Borracho yo he nacido
borracho yo he crecido
y sé sinceramente que
borracho he de morir.
La relación entre la literatura y el alcohol se distingue por una visión romántica muy popular, según la cual el segundo funciona como musa inspiradora y ángel destructor de la creación artística. Esto no es de extrañar, pues algunos de los ídolos literarios más grandes son recordados por tener una copa, jarra o botella en la mano. Cuando se propone como tema narrativo, el papel de la bebida es un poco más ambivalente: algunos la utilizan como recurso poético que vuelve a sus personajes entidades profundas, interesantes o atormentadas, mientras que otros optan por un ángulo más violento, donde la adicción y la autodestrucción van de la mano. Es en este último caso donde encontramos títulos como Chin Chin el teporocho (1972) de Armando Ramírez y Juan Pérez Jolote (1952) de Ricardo Pozas, obras donde el alcoholismo es una respuesta directa, y a veces necesaria, de los personajes ente el perfil socioeconómico y la cultura que los rodea. Aunque la primera se establece como una novela ubicada en Tepito, conocido como barrio bravo, y la segunda es una investigación antropológica de la región de Chamula, en el estado de Chiapas, la línea entre ficción y realidad es muy difusa en ambos casos. El trabajo de Ramírez, por ejemplo, establece su contexto histórico en el año 1968, lo que le lleva a ser cronista del movimiento estudiantil y sus consecuencias sociales, mientras que Casas, un antropólogo, se toma muchas licencias creativas para llenar los espacios en la vida de Juan, su objeto de estudio. Al final, independientemente del género o géneros literario que exploran, los dos autores dejan testimonio de vidas marcadas por el signo de la pobreza, donde el único elixir para pasar los días se encuentra en una botella de alcohol.

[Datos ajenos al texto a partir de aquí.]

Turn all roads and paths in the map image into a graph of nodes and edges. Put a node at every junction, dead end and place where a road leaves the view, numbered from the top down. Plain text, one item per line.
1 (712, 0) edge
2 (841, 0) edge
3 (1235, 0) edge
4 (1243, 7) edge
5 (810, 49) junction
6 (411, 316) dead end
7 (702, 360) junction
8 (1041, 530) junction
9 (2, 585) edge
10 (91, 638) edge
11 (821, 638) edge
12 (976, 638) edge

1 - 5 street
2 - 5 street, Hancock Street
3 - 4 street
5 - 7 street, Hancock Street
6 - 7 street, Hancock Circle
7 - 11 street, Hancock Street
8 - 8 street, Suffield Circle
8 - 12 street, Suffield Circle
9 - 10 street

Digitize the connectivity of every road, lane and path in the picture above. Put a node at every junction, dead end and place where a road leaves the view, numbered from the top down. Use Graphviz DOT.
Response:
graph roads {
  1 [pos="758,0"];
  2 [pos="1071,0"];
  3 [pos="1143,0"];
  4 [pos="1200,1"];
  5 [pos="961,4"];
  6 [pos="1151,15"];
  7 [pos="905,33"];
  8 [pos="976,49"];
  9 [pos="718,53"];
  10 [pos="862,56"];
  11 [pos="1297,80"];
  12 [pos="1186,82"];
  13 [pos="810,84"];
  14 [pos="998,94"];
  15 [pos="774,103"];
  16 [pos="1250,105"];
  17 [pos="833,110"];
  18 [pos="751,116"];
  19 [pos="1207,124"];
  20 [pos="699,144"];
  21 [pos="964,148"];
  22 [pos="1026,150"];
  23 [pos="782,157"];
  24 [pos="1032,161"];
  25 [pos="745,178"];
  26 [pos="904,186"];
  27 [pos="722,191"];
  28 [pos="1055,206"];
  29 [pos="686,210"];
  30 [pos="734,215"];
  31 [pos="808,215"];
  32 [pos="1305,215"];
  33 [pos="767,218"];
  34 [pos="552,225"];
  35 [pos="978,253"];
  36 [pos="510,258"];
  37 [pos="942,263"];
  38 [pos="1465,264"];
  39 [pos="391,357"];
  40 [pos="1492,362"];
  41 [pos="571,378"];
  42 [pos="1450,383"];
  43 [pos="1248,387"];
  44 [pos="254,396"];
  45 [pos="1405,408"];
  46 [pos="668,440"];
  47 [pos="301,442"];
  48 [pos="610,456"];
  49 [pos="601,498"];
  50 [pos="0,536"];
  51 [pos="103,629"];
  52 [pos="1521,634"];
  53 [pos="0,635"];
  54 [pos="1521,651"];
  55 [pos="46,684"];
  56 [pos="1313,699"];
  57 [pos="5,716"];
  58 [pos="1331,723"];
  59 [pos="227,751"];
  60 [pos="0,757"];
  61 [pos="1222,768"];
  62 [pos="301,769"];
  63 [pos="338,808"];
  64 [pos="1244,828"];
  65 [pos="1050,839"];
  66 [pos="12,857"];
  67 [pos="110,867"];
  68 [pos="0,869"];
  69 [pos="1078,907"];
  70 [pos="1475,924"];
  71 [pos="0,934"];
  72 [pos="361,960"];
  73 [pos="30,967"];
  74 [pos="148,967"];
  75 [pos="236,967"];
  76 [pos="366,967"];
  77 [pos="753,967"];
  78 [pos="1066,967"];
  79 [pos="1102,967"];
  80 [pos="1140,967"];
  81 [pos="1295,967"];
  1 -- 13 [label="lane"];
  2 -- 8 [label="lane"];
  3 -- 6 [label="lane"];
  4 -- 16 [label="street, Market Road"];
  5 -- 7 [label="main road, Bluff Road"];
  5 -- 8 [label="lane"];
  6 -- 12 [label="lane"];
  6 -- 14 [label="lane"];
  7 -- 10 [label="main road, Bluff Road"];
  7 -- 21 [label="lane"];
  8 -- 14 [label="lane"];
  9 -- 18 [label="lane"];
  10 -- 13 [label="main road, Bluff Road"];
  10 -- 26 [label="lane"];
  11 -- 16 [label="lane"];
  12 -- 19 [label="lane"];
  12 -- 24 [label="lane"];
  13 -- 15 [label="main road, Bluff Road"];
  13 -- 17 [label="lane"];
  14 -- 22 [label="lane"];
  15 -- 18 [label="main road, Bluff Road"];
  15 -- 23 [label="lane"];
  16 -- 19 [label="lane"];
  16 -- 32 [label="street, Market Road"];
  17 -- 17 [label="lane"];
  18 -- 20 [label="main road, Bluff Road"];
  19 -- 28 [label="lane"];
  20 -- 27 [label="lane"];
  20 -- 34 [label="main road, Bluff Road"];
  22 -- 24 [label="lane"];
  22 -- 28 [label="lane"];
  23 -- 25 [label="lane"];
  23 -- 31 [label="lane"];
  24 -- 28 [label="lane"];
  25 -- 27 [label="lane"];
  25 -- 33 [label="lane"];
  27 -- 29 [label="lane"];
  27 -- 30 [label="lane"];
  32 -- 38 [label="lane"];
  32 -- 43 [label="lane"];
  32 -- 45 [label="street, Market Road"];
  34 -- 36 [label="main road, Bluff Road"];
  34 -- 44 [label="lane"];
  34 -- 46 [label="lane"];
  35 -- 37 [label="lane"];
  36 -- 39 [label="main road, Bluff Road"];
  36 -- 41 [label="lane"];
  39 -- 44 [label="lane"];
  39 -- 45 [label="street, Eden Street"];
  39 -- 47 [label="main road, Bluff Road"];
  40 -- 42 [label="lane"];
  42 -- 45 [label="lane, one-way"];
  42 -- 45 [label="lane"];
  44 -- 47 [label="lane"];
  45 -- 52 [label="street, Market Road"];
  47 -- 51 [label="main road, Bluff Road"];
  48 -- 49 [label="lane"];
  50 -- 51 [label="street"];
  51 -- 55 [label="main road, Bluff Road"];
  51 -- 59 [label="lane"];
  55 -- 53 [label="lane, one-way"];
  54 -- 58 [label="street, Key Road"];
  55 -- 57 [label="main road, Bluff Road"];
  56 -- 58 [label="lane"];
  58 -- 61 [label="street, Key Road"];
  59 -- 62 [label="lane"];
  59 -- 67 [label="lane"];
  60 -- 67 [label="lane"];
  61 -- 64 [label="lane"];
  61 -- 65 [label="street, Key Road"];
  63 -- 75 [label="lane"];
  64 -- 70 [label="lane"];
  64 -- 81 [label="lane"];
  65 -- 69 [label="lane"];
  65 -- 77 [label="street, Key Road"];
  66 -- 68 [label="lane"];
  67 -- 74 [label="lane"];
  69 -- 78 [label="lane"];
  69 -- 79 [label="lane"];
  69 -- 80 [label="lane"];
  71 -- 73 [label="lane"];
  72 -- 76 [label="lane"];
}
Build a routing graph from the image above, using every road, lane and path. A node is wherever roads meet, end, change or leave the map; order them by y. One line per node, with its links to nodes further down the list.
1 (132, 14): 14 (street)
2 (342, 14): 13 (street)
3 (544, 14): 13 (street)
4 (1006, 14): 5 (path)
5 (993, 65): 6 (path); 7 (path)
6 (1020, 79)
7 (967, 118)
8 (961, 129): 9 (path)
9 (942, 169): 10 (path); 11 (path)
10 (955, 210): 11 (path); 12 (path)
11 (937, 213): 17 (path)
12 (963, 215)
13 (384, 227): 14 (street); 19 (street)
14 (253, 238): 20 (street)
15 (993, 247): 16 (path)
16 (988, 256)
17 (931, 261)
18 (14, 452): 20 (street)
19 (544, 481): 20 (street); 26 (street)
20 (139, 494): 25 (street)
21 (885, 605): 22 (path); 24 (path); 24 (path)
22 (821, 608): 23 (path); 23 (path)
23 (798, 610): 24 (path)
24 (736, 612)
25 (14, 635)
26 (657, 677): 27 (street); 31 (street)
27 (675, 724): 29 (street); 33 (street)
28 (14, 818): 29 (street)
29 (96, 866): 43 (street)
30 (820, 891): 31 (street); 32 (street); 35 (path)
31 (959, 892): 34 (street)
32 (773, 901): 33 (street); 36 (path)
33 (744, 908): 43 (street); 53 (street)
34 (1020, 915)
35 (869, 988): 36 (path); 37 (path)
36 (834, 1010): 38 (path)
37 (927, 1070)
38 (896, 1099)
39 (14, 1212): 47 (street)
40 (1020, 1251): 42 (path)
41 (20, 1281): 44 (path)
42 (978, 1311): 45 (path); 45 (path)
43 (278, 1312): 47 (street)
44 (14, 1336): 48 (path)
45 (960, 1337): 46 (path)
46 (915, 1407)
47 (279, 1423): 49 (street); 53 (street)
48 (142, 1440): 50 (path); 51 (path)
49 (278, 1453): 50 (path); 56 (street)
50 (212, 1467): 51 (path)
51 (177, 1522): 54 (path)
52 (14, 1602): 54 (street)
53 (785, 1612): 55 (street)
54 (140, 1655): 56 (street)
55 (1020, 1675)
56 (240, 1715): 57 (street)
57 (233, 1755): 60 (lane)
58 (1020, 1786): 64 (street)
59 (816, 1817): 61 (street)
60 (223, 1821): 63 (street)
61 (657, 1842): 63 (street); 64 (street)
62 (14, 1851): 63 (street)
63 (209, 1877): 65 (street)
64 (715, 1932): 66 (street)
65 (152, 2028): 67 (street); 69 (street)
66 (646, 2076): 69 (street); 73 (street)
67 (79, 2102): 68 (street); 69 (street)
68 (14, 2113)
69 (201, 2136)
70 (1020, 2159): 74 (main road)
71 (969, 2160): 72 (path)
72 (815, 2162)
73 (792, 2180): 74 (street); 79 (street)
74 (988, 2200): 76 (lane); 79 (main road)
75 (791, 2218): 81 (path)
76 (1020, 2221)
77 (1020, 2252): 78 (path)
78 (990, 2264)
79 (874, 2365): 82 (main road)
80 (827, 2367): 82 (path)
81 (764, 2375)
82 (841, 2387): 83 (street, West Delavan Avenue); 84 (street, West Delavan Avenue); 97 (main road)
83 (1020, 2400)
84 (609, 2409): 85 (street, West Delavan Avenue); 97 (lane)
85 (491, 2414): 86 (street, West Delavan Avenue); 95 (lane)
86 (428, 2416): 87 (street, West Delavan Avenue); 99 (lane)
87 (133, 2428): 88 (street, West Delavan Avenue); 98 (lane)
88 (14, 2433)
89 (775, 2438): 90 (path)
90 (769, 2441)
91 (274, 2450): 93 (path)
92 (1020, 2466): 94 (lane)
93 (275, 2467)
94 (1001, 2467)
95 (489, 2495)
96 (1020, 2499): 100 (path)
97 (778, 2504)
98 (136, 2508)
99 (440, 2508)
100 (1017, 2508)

Chin Chin el teporocho nos cuenta la vida de un hombre que ha llegado al círculo más bajo del infierno mexicano y lo ha perdido todo, incluyendo su humanidad. Ya no es una persona, un amigo o un familiar; ahora es simple y sencillamente un “teporocho”, un cuerpo cubierto de mugre, hinchado por la bebida, que diariamente consume alcohol de 90 grados de cualquier vinatería mezclado con refresco de tamarindo y arrastra sus pocas pertenencias de una esquina a otra. Lo único que le queda de su vida pasada es el apodo que tenía, el de Chin Chin, con el cual se identifica entre sus compañeros del abismo. No es difícil ubicar esta imagen como un símbolo casi tradicional de la gran mancha urbana que es la Ciudad de México, y tampoco cuesta mucho imaginar qué historia de pobreza y marginación lo arrastró hasta ese nivel. La misión de Armando Ramírez es devolverle su forma humana a esta figura, regalarle palabras, pensamientos, recuerdos de un pasado que nunca fue prometedor, pero donde por lo menos había esperanzas. Así, los ojos vidriosos que miran hacia la nada quedan a un lado y dan paso a un hombre que tuvo familia, trabajo e incluso conoció el amor. El teporocho deja de ser un bulto por evitar en la banqueta y se convierte en Rogelio, un joven oriundo de Tepito que perdió a sus padres cuando niño y que nos obsequia su historia a cambio de un cigarro.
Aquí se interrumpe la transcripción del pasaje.